Similar with the maintenance problem. When the US deregulated electricity, it created all sorts of incentives for production and few for distribution, which caused capital to flow into production. But that's actually a distortion of the free market leading capitalists to react in a way that makes sense. Had the incentives been biased toward distribution, we would be looking at beautiful upgraded grids with not enough power to flow through them.

Anyway, I don't think these are "capitalist" problems per se, but more commonly "tragedy of the commons" problems.

https://en.wikipedia.org/wiki/Tragedy_of_the_commons
Title: Re: Quote: Capitalism is great at innovation, not so good at maintenance.
Post by: ergophobe on April 16, 2016, 03:58:22 PM
And speaking of which

http://www.newyorker.com/magazine/2016/04/18/inside-americas-infrastructure-problem

QuoteThere's also what Erie calls the "edifice complex": what politician doesn't like opening something new and having a nice press op at the ribbon-cutting? But no one ever writes articles saying, "Region's highways are still about as good as they were last year."

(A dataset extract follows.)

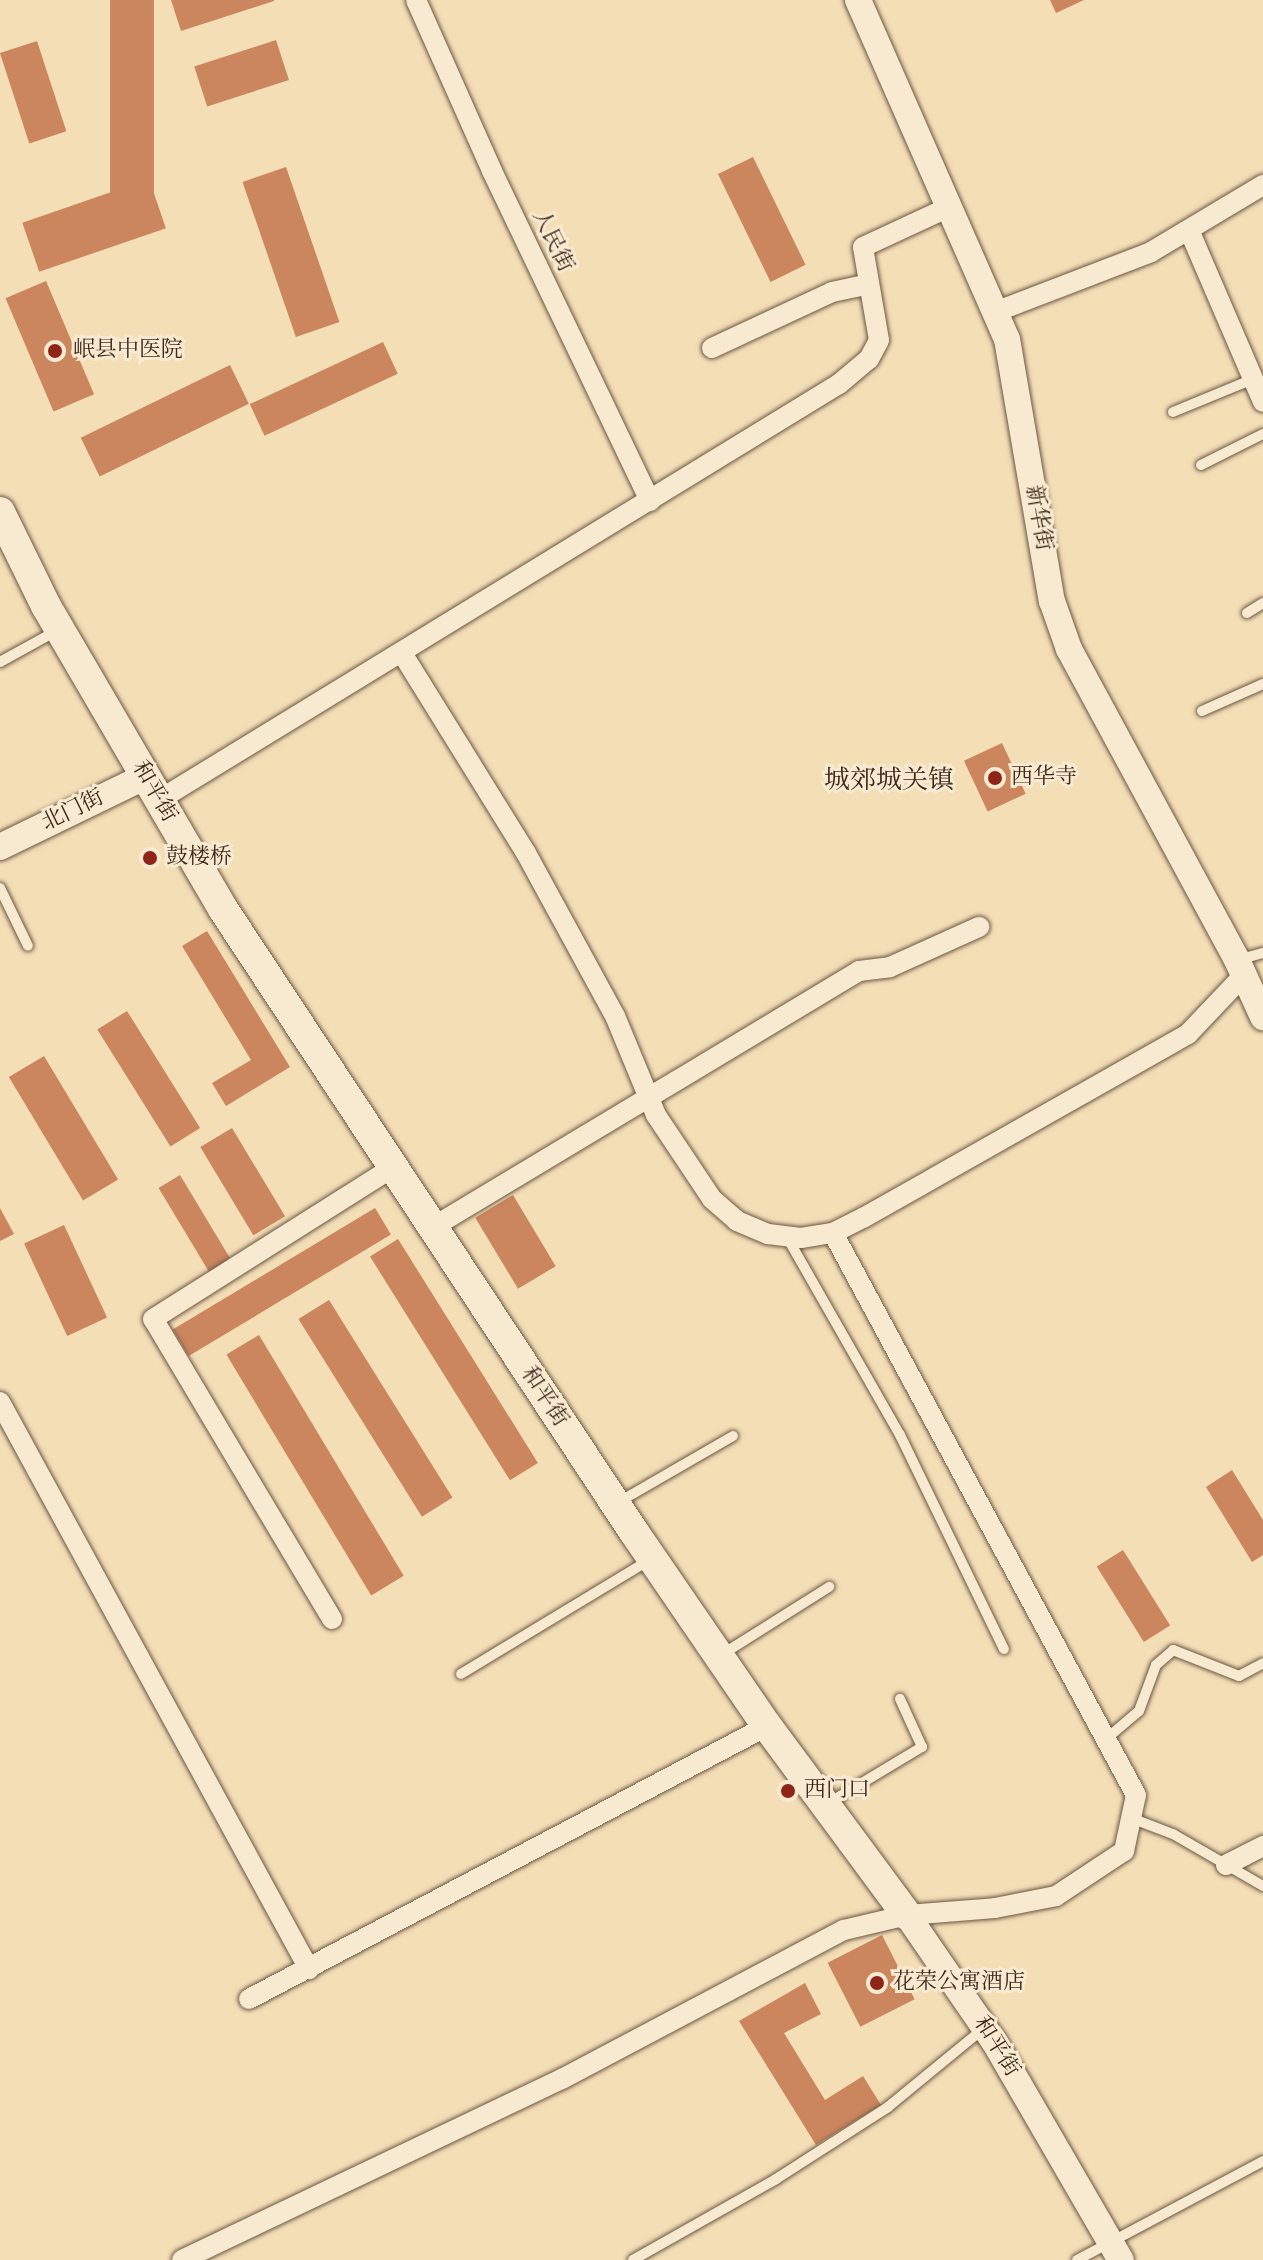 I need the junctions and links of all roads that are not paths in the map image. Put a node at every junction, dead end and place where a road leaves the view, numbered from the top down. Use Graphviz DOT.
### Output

So maybe this should be titled "Representative democracy is great at innovation, not so good at maintenance."
Title: Re: Quote: Capitalism is great at innovation, not so good at maintenance.
Post by: littleman on April 17, 2016, 12:10:49 AM
Quote"Representative democracy is great at innovation, not so good at maintenance."

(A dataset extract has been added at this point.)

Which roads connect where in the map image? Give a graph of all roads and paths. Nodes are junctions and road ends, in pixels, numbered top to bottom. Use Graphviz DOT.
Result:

Is that what we have here?  Only slightly joking on that one.  I wouldn't say our political system has been very good at either in the last 50 years.
Title: Re: Quote: Capitalism is great at innovation, not so good at maintenance.
Post by: ergophobe on April 17, 2016, 01:22:18 AM
Well.... there is that.

Although, the one thing that the Trump and Sanders success has shown me in the face of the massive financial backing of the other candidates is that we can't blame the entire problem on politicians being bought by large-money interests. We are, sad to say, electing the representatives we want which, given the dysfunction in the system, may be scarier than the idea that we've been disenfranchised.
Title: Re: Quote: Capitalism is great at innovation, not so good at maintenance.
Post by: Brad on April 17, 2016, 11:57:48 AM
Lack of maintenance might also be an American habit.  I remember seeing a documentary about a bridge in New England.  There had been a bridge there since colonial times.  Like 8 bridges in all.  Each one either was allowed to collapse or had to be condemned due to lack of maintenance starting from the first bridge which was a privately owned  toll bridge to later publicly owned bridges after the road became state owned.

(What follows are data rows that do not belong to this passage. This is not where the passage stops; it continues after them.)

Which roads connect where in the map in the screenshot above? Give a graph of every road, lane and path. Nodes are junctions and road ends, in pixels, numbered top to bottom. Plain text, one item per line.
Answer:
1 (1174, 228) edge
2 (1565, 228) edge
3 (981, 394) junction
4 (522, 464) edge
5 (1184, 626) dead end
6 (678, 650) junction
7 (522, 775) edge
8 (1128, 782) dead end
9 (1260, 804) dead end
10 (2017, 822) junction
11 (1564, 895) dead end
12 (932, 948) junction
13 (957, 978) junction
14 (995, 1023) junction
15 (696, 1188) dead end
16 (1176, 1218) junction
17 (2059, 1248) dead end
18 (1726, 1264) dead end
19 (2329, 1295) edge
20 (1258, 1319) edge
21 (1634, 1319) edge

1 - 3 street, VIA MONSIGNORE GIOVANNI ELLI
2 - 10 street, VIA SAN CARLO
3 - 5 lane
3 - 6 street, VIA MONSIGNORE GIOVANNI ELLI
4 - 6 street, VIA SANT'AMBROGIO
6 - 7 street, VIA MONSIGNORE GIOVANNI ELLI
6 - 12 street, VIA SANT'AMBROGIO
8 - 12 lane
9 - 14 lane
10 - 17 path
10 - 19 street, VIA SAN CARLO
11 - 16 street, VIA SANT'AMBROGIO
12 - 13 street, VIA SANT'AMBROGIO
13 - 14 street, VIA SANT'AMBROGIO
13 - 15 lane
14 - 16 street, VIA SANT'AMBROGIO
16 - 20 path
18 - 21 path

Title: Re: Quote: Capitalism is great at innovation, not so good at maintenance.
Post by: Rupert on April 17, 2016, 04:02:20 PM
Just finished a book I was given at Christmas, that covers this topic, and has really coloured by political views: 

http://www.scholaries.com/47-Summary_23_Things_they_don%E2%80%99t_tell_you_about_capitalism

Its worth a read. 
A a summery the above link is quite long.  But the one I remember very clearly is:

There is no such thing as a free market.

The basis of the book is that Capitalism needs to be checked, otherwise the rich get richer, the poorer get poorer, and a countries economy will bubble, crash and burn. That most successful Economies were not built on a free market approach, well, there are 23 points.